There, perched atop the highest spire of Santa Maria del Fiore, I can see Florence stretching into the mist below me. Down in the clamorous streets, I am surrounded by merchants, nobles, thieves, clerics, guards, artists and courtesans going about their business. I flit over rooftops like a zephyr, skirt balconies and dance along clotheslines as I try to avenge the betrayal and killing of my father and brothers by the powerful cabal known as the Templars. I save Lorenzo de’ Medici from certain death and he becomes my benefactor. I befriend Leonardo da Vinci as he decodes the secrets in ancient codices I discover.
On the trail of the Templars I travel from Florence to San Gimignano in Tuscany and my family’s palazzo in the walled town of Monteriggioni, then through the Apennine Mountains and Forlì in Romagna and to Venice. I pilot Leonardo’s glider over the City of Bridges at night, soaring from atop one huge bonfire to the next as I infiltrate the ducal palace. Eventually I confront the chief of the Templars, the vulpine Rodrigo Borgia, also known as Pope Alexander VI, within the Sistine Chapel and its ancient vaults.
In all, Assassin’s Creed II provides an unparalleled historical adventure along the lines of an interactive Dan Brown or James Clavell novel, melding historically accurate locations, personages and events with pseudoplausible conspiracy theories rooted in antiquity.
The conceit of the game is that you are actually in the near future as the epochs-long struggle between the evil Templars and the antihero Assassins continues to rage. You are using an advanced machine to explore the memories of your historical ancestors. In the first game in the series that ancestor was an Assassin in the Levant during the Third Crusade in the late 12th century. This time the ancestor is unraveling the mystical secrets of the Renaissance.

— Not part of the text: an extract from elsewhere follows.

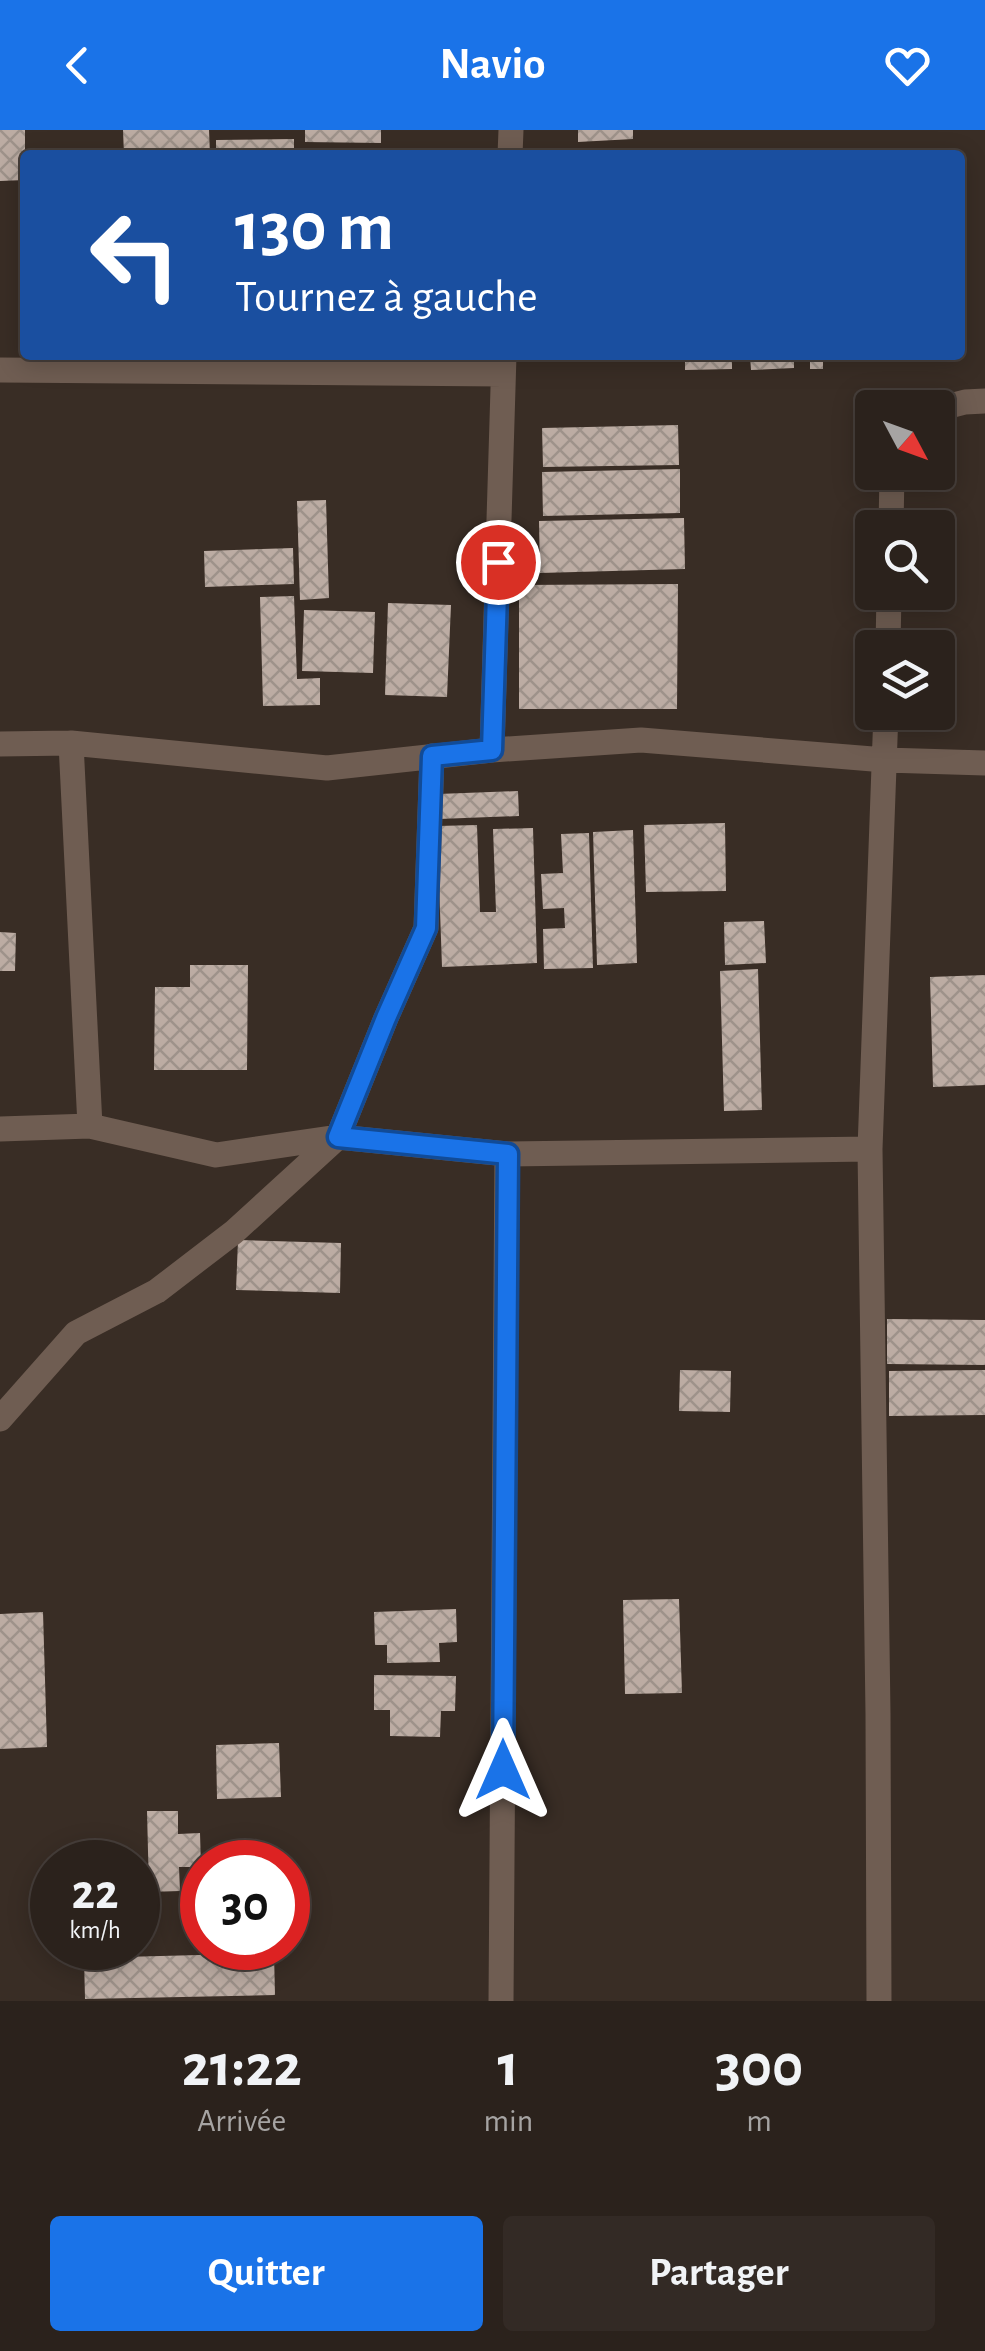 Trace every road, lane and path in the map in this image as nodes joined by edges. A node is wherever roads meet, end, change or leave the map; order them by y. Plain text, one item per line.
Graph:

I’m not an architecture expert, but the luscious detail and natural, ennobling proportions and styling of the environments in Assassin’s Creed II suggest that Ubisoft employed more than a few. The voice acting in most of the game is convincing (though the few, thankfully brief, scenes set in the modern day are mostly atrocious).
In its structure, perhaps the fairest way to describe Assassin’s Creed II is as the best open-world game this side of the Grand Theft Auto series. The main plotline is always available, but it is quite easy to spend hours on side quests, delving through optional crypts and simply exploring cities and countryside. (For the record, both games feature prostitutes.) If one wanted to be uncharitable one could even say that Assassin’s Creed is basically a Grand Theft Auto knockoff with gondolas instead of sports cars.
But that is not a bad thing at all because Ubisoft clearly recognized that what makes Grand Theft Auto so fabulous isn’t merely the openness of the world, but the depth and richness of the production behind it. Grand Theft Auto IV’s Liberty City is so compelling because the people who made it so obviously love New York. Likewise, Assassin’s Creed II betrays an infectious enthusiasm for the wonders of the Italian Renaissance.
I spent 18 hours of solid play getting through the main story in Assassin’s Creed II while making an effort to avoid distraction. I easily left another dozen hours — for full excavation of the nooks and crannies still to discover — on the table. Just as I hope that the Grand Theft Auto team now turns to its hometown, London, I hope that the Ubisoft Assassin’s Creed team soon comes home to the incredible moments and settings of the French Revolution.
I’m sure the tourism officials won’t complain.